▶ ACTIVITY: Pictures are to be omitted; everything else in the data must be transcribed exactly.

▶ SUPPLIED MATERIAL:
=== Section Start ===

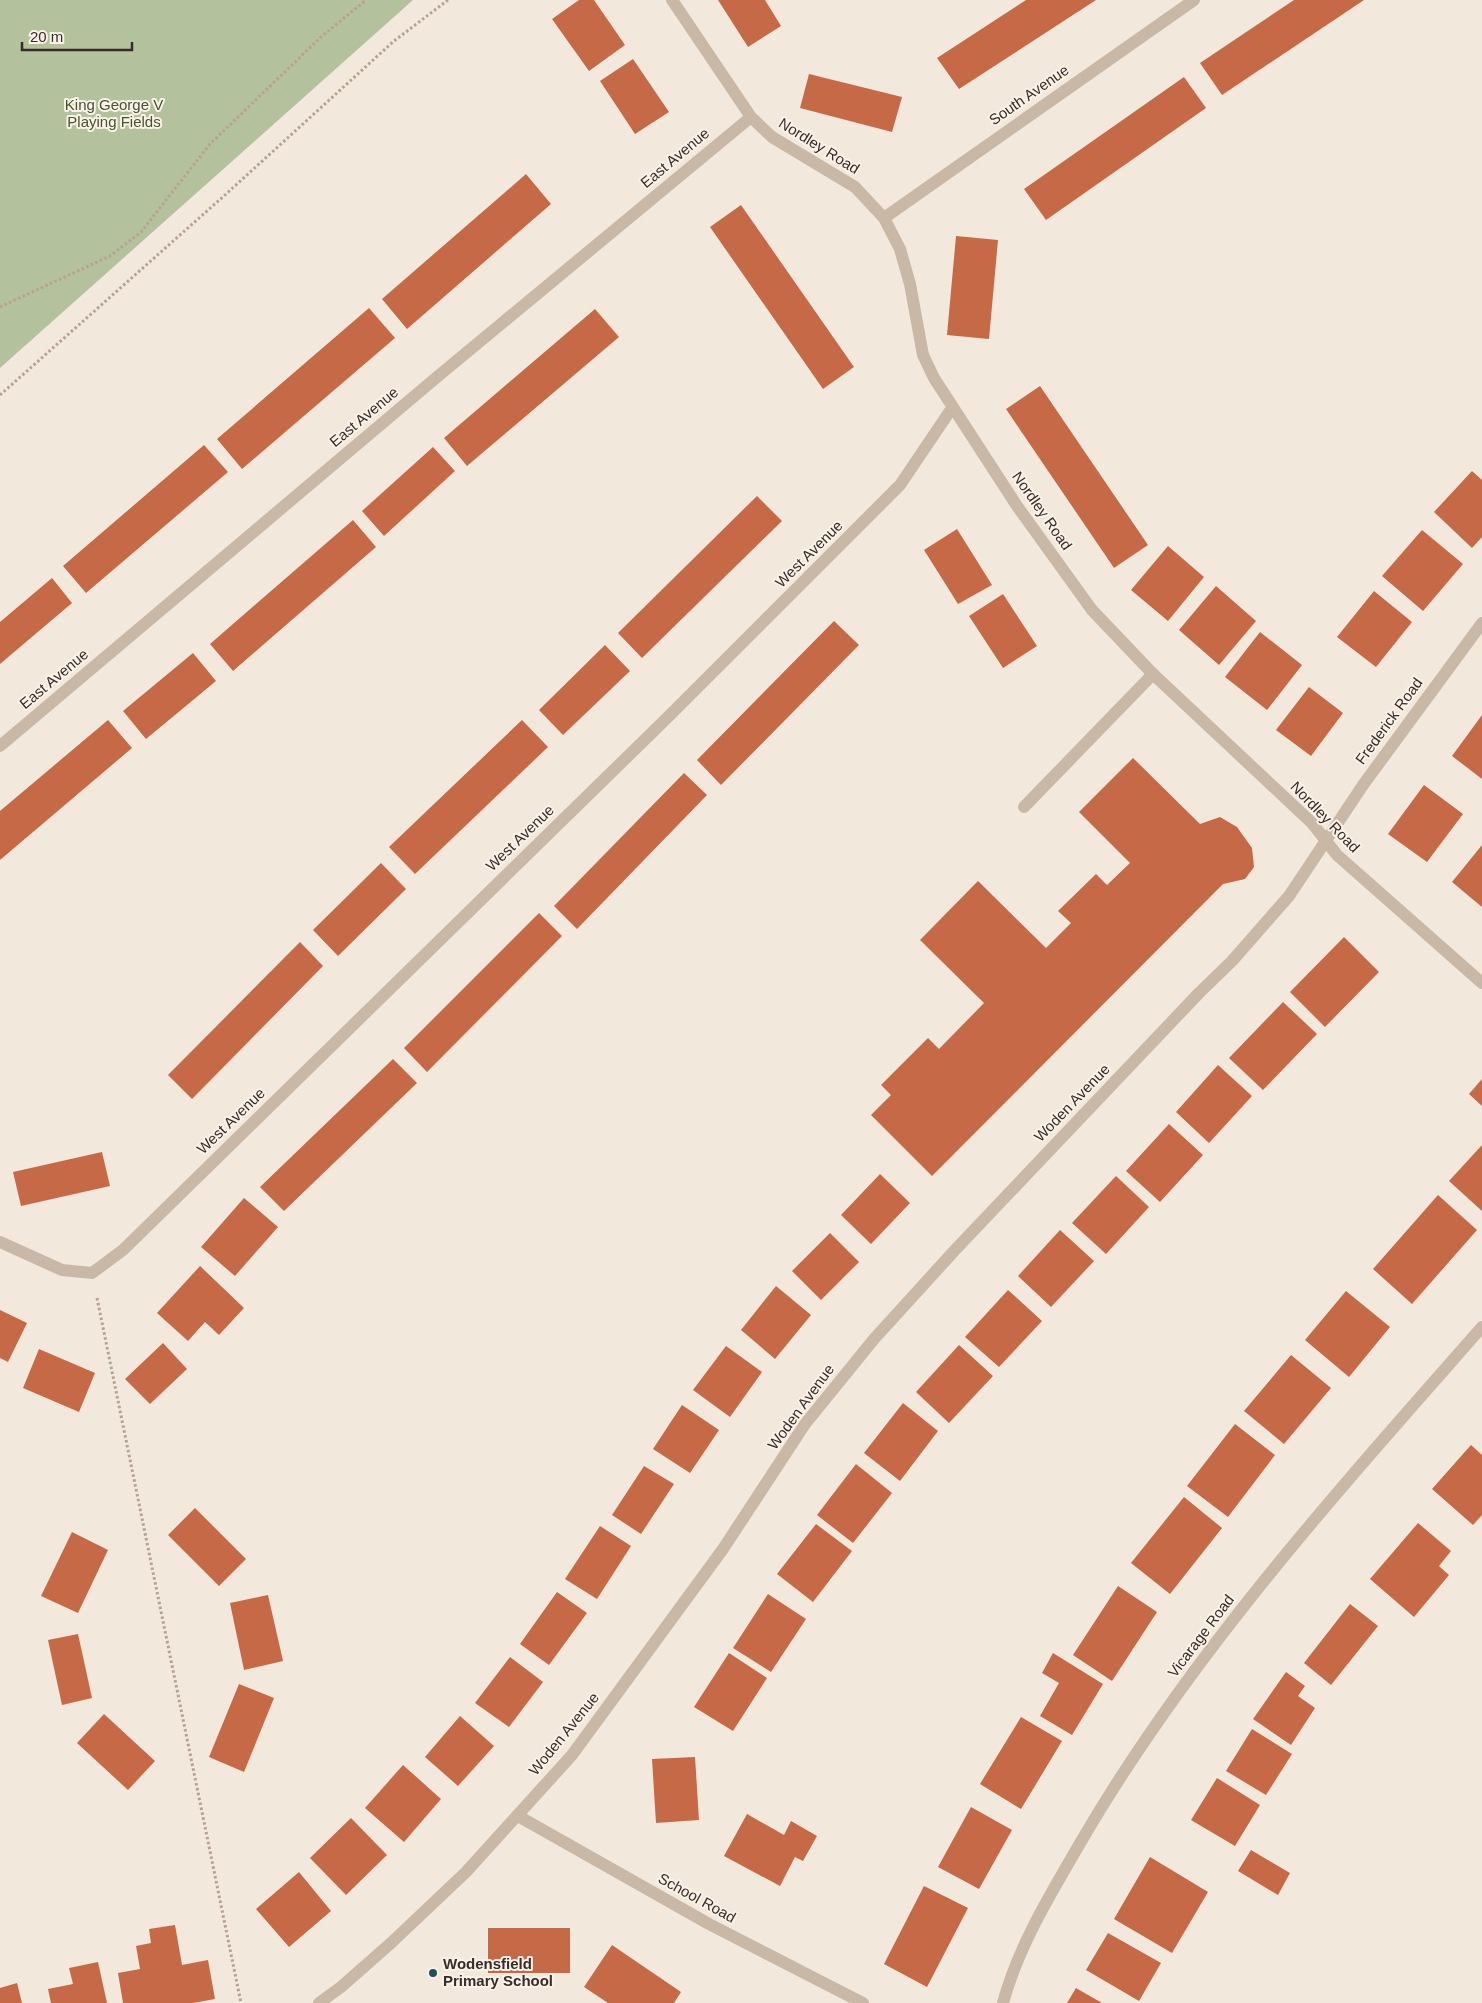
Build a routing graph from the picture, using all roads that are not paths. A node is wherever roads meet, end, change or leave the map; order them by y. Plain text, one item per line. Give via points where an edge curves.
1 (672, 0) edge
2 (1194, 0) edge
3 (751, 116) junction
4 (884, 218) junction
5 (952, 408) junction
6 (1482, 623) edge
7 (1153, 674) junction
8 (0, 746) edge
9 (1024, 807) dead end
10 (1325, 840) junction
11 (1482, 983) edge
12 (0, 1242) edge
13 (1482, 1327) edge
14 (518, 1816) junction
15 (320, 2003) edge
16 (863, 2003) edge
17 (1003, 2003) edge

1 - 3 street, Nordley Road
2 - 4 street, South Avenue
3 - 4 street, Nordley Road via 772,137 855,187
3 - 8 street, East Avenue via 437,376
4 - 5 street, Nordley Road via 900,248 908,275 924,355
5 - 7 street, Nordley Road via 1092,610
5 - 12 street, West Avenue via 900,485 669,716 130,1243 92,1274 62,1270
6 - 10 street, Frederick Road
7 - 9 street
7 - 10 street, Nordley Road via 1312,822
10 - 11 street, Nordley Road via 1337,855
10 - 14 street, Woden Avenue via 1289,896 1232,961 954,1250 874,1339 805,1424 724,1549 572,1756
13 - 17 street, Vicarage Road via 1371,1453 1190,1676 1132,1758 1043,1906 1008,1982
14 - 15 street, Woden Avenue via 466,1872 391,1943
14 - 16 street, School Road via 709,1924

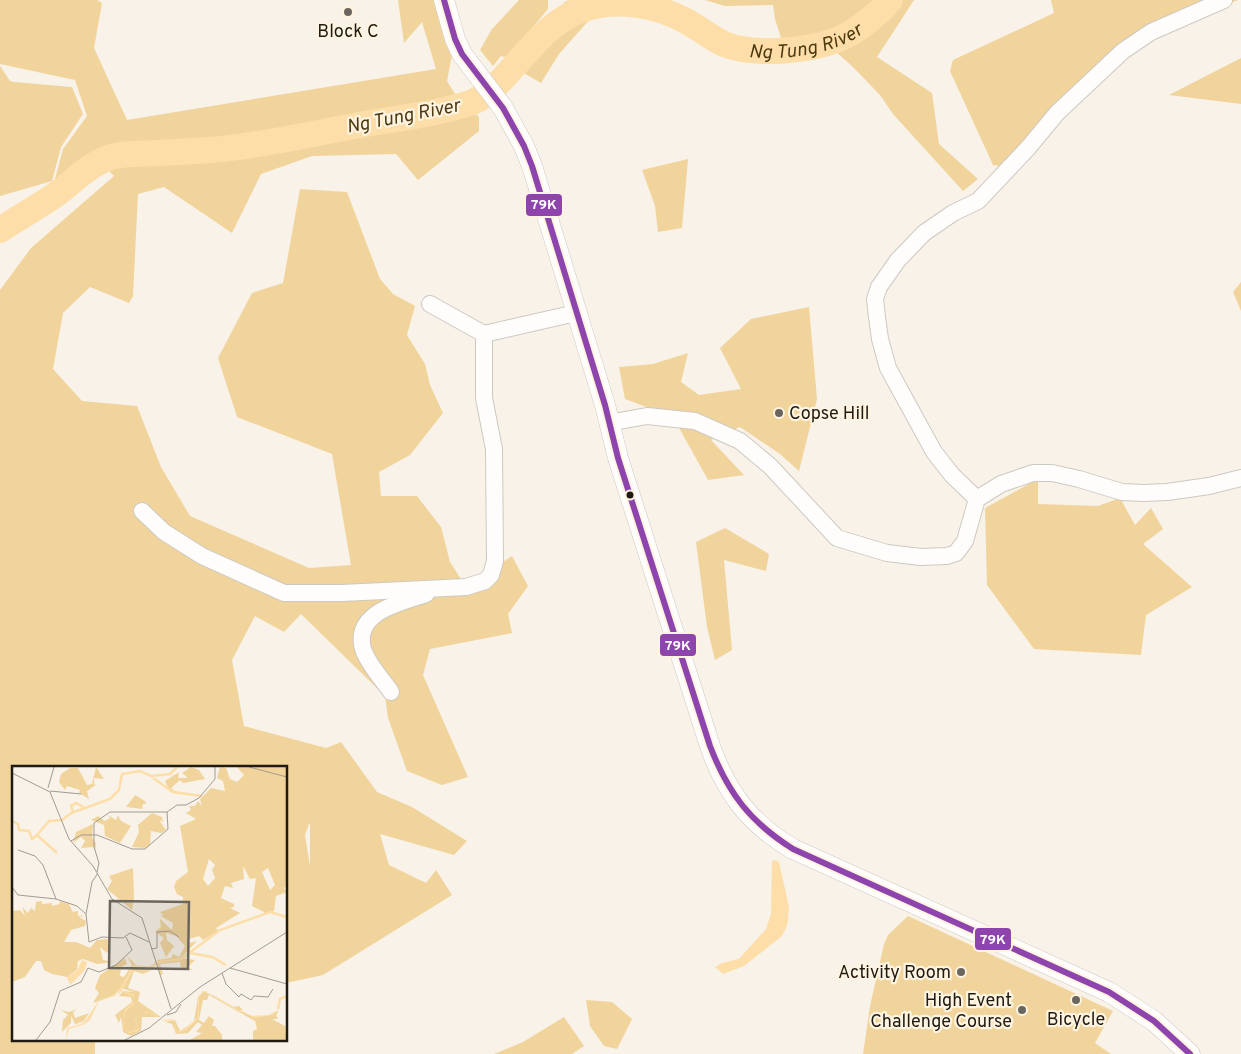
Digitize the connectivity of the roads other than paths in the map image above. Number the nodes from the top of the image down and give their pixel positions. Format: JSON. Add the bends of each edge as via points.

=== Section End ===

▶ RESULT OF THIS TASK:
Build a routing graph from the picture, using all roads that are not paths. A node is wherever roads meet, end, change or leave the map; order them by y. Plain text, one item per line. Give via points where an edge curves.
1 (672, 0) edge
2 (1194, 0) edge
3 (751, 116) junction
4 (884, 218) junction
5 (952, 408) junction
6 (1482, 623) edge
7 (1153, 674) junction
8 (0, 746) edge
9 (1024, 807) dead end
10 (1325, 840) junction
11 (1482, 983) edge
12 (0, 1242) edge
13 (1482, 1327) edge
14 (518, 1816) junction
15 (320, 2003) edge
16 (863, 2003) edge
17 (1003, 2003) edge

1 - 3 street, Nordley Road
2 - 4 street, South Avenue
3 - 4 street, Nordley Road via 772,137 855,187
3 - 8 street, East Avenue via 437,376
4 - 5 street, Nordley Road via 900,248 908,275 924,355
5 - 7 street, Nordley Road via 1092,610
5 - 12 street, West Avenue via 900,485 669,716 130,1243 92,1274 62,1270
6 - 10 street, Frederick Road
7 - 9 street
7 - 10 street, Nordley Road via 1312,822
10 - 11 street, Nordley Road via 1337,855
10 - 14 street, Woden Avenue via 1289,896 1232,961 954,1250 874,1339 805,1424 724,1549 572,1756
13 - 17 street, Vicarage Road via 1371,1453 1190,1676 1132,1758 1043,1906 1008,1982
14 - 15 street, Woden Avenue via 466,1872 391,1943
14 - 16 street, School Road via 709,1924

Digitize the connectivity of the roads other than paths in the map image above. Number the nodes from the top of the image down and give their pixel positions. Format: JSON. Add the bends of each edge as via points.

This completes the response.